The English-Portuguese short film Ladybug is a poignant story that examines familial relationships in the face of the loss of a loved one. Directed by Abhishek Chandra, who has also co-produced the film with the writer and lead actress Isabela Valotti, Ladybug has been garnering acclaim across the world at various festivals and won several awards, including Best Actress at the Sao Paolo Film Festival 2020.
An alumnus of Whistling Woods International, Chandra began his film career in Mumbai producing television commercials before shifting base to Los Angeles in the United States. Working for a production house there, he started producing music videos while simultaneously working on short films. Ladybug marks his second collaboration with Valotti. They have worked together on a music video as well.
Talking about the inspiration for the film and how it came about, Chandra said, “After she [Valotti] wrote [Ladybug], she reached out to me and asked if I would be interested in directing this. At that point in time, I was writing another feature. She told me that it is the real story of what happened with her and her father before he passed away. That brought more weight to the whole film. I felt it to be a very heartfelt and original script. It’s very simple. It’s not the average film with a three-act division.

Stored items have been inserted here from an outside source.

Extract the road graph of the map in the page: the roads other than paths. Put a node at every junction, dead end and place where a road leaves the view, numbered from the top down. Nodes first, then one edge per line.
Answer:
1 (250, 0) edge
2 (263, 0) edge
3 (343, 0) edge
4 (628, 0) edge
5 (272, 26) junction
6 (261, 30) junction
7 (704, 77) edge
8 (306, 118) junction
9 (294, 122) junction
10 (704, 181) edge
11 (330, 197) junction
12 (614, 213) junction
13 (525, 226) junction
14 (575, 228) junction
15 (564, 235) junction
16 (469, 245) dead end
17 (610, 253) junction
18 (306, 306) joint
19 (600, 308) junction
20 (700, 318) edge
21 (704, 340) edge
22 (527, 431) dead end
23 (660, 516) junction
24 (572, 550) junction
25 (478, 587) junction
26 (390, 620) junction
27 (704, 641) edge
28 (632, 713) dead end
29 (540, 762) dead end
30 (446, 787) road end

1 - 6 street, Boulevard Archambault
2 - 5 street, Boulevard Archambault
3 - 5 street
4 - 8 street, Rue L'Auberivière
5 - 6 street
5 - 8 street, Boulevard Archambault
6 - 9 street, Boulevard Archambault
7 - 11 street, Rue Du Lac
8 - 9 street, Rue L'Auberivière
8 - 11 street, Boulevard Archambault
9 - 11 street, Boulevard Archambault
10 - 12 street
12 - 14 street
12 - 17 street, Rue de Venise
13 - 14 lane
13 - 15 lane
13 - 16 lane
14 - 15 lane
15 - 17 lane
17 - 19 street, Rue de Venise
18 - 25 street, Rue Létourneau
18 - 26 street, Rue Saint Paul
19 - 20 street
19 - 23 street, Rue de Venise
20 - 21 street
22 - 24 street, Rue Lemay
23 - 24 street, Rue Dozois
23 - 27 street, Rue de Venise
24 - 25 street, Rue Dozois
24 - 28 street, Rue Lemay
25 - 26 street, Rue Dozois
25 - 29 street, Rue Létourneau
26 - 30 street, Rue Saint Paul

It’s a small film about one event that happens. It was a personal journey and story for her.”
The sense of grief and loss and the inability to come to terms with these emotions is what makes the short film terribly relevant at a time when the pandemic has taken so many lives.
Speaking about the journey in accepting that grief, Chandra said, “People come together, people drift apart, it’s all part of the process of healing, how they eventually accept that someone has gone.”
Ladybug delves into the ways in which relationships get strained by the weight of grief, tearing people apart.
As a filmmaker, Chandra is fascinated by Indian mythology and looks forward to adapting mythological stories into a modern retelling and is enthusiastic to work on that. “We look up to the West for films like Lord Of The Rings, but we have such fantastic stories, characters and plots in our mythology within these old texts that we can put all these other films to shame. Even if you take Krishna, Narad or Rama, the way he led his life, you can build seasons of great television. So Indian mythology really excites me, but I want to do it in a modern way. But that also scares me because it’s very close to people,” he said.
Currently, he has written a pilot based on an episode from the Mahabharata for Indian markets and is adapting a set of short stories into a series.